• _Data_
== Segment start ==

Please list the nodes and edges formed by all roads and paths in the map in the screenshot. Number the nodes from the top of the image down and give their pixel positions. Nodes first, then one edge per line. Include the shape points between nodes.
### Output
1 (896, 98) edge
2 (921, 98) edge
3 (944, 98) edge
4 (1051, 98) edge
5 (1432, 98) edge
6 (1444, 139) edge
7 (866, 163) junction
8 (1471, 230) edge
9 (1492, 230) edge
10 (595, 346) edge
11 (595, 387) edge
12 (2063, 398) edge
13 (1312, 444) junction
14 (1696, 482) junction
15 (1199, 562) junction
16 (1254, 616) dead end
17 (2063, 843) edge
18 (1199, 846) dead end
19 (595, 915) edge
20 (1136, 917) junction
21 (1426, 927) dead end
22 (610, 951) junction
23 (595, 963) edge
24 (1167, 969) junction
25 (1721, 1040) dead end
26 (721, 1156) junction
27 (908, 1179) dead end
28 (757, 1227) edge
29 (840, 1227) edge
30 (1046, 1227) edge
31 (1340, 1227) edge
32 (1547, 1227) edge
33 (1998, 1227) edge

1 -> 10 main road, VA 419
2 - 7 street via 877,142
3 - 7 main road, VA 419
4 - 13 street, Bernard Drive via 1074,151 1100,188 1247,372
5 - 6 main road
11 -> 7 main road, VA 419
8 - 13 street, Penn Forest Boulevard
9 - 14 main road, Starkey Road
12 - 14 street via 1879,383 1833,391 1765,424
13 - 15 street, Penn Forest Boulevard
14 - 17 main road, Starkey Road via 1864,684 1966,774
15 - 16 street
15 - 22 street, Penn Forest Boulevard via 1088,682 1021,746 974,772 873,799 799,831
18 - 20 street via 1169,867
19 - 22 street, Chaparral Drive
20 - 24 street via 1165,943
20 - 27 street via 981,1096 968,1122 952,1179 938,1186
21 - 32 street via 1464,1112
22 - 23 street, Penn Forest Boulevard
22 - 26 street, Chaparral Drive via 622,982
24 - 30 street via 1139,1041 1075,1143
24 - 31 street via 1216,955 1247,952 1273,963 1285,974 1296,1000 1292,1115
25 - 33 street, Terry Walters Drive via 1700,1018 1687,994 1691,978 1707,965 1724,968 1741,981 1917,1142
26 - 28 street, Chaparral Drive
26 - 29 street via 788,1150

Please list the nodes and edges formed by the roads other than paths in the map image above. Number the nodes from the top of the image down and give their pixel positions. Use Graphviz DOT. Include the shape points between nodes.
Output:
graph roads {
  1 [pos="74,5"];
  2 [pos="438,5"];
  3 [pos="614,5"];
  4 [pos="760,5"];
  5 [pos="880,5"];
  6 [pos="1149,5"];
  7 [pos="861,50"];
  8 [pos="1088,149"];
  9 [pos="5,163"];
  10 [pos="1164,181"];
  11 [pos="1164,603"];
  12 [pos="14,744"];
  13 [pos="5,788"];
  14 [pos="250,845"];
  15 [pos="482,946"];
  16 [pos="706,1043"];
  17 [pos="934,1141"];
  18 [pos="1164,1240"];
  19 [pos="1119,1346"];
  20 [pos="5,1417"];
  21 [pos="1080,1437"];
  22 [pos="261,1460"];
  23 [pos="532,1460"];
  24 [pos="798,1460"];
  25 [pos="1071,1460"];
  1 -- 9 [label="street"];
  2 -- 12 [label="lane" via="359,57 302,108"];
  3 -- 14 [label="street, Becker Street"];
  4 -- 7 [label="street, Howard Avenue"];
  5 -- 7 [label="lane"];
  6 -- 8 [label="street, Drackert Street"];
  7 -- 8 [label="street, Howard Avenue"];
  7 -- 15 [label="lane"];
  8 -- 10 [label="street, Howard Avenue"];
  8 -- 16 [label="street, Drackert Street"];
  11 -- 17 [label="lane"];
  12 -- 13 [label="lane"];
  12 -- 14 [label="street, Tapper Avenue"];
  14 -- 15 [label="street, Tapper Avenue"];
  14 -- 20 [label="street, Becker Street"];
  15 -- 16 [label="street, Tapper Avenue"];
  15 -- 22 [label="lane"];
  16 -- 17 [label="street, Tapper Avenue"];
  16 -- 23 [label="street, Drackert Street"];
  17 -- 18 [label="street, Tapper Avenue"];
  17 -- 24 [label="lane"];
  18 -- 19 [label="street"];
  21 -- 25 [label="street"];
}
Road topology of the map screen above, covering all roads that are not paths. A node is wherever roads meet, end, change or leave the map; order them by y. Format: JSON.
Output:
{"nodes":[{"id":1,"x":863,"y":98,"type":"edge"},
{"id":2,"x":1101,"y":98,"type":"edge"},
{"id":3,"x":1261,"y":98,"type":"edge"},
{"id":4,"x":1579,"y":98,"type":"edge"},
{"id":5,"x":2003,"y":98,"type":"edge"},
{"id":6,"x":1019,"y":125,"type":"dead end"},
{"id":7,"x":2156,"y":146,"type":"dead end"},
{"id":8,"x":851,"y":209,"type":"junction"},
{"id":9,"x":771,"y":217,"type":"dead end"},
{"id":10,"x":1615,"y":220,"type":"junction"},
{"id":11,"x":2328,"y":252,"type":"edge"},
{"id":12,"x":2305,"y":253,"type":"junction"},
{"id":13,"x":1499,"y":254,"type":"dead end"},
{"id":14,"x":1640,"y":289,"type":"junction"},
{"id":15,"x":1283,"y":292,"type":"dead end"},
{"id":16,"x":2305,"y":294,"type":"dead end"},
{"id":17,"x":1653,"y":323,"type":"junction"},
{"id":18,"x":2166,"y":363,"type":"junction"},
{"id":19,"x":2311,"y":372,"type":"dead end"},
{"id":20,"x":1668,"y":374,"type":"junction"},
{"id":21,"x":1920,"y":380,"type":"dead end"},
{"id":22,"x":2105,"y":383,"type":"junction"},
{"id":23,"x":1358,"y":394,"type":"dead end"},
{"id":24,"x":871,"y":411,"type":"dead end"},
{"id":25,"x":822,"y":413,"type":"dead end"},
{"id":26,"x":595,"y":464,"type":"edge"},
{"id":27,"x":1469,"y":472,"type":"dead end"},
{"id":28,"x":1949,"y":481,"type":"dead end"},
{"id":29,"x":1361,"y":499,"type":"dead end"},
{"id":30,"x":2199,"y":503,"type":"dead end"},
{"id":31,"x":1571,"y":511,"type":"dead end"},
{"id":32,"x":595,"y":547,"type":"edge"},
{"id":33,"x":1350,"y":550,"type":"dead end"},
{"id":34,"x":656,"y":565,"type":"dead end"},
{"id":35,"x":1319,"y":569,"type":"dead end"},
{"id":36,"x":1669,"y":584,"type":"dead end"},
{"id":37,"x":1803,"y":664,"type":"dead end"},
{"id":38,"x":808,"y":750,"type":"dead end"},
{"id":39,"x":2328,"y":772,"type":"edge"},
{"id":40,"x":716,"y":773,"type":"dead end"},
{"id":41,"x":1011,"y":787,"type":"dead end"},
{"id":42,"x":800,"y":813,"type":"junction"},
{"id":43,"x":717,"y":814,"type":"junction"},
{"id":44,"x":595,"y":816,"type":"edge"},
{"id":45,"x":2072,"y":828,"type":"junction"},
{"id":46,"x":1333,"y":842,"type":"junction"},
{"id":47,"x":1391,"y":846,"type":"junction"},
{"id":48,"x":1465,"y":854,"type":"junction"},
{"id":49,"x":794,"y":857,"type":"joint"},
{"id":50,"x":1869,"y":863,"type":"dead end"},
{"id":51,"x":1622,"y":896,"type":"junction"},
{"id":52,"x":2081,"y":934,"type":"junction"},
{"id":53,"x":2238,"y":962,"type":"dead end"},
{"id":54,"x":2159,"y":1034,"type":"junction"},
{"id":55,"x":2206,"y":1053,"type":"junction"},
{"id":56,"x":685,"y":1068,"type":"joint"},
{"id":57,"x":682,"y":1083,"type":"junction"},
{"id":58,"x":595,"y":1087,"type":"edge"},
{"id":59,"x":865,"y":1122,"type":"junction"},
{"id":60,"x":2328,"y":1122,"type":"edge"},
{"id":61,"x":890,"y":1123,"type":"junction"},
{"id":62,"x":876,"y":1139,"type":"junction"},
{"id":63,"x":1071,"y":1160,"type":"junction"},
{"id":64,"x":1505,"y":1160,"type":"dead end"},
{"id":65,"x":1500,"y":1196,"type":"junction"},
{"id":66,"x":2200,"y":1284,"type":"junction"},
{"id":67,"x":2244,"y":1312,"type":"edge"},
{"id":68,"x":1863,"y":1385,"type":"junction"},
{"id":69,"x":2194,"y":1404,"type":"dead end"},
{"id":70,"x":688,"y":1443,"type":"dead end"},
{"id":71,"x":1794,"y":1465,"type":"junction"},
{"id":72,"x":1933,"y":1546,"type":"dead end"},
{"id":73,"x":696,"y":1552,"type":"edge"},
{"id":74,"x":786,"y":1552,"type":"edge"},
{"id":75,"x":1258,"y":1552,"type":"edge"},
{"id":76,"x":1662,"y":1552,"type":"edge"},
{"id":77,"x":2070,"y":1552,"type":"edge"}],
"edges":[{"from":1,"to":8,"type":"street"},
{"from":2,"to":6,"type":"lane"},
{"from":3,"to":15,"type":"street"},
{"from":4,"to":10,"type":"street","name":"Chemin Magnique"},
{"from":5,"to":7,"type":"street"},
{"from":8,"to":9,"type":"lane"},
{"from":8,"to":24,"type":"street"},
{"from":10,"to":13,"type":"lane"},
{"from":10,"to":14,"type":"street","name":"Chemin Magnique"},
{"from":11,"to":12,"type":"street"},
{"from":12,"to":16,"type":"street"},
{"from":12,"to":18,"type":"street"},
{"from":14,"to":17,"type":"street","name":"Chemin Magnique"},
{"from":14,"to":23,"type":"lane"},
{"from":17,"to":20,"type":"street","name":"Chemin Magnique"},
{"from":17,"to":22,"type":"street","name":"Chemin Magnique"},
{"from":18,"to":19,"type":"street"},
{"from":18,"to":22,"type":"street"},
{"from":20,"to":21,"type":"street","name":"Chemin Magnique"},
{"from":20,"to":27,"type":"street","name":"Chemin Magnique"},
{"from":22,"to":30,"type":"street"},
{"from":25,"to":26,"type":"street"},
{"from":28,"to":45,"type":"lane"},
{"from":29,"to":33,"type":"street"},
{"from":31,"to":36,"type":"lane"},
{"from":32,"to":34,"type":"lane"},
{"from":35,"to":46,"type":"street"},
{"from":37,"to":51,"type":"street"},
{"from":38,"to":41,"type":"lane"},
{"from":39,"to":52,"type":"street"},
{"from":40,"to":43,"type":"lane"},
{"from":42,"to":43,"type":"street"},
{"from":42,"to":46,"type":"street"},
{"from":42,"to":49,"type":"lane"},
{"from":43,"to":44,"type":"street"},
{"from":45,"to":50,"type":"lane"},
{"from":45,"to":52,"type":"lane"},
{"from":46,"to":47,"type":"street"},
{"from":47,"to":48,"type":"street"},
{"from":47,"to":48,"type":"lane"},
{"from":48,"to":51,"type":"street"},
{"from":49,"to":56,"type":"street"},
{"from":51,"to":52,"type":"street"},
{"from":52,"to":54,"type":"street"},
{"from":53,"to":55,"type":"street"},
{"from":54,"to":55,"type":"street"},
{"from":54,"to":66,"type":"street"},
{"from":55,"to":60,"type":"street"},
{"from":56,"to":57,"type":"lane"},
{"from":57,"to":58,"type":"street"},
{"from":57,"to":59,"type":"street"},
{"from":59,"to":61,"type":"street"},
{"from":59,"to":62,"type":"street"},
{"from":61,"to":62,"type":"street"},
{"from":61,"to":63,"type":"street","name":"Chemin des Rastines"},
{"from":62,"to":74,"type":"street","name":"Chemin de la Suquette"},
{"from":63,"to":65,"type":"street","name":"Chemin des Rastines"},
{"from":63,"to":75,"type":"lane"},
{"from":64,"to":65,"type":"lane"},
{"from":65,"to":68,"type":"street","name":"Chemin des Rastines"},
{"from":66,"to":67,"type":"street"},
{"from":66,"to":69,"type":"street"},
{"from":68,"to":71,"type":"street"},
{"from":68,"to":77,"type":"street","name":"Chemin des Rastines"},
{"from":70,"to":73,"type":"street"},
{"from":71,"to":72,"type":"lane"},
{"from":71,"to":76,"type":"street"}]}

== Segment end ==

• _Work to complete_
Work through the entries, filtering for the string "Magnique", and copy each line that holds it.

• _Output of the exercise_
{"from":4,"to":10,"type":"street","name":"Chemin Magnique"},
{"from":10,"to":14,"type":"street","name":"Chemin Magnique"},
{"from":14,"to":17,"type":"street","name":"Chemin Magnique"},
{"from":17,"to":20,"type":"street","name":"Chemin Magnique"},
{"from":17,"to":22,"type":"street","name":"Chemin Magnique"},
{"from":20,"to":21,"type":"street","name":"Chemin Magnique"},
{"from":20,"to":27,"type":"street","name":"Chemin Magnique"},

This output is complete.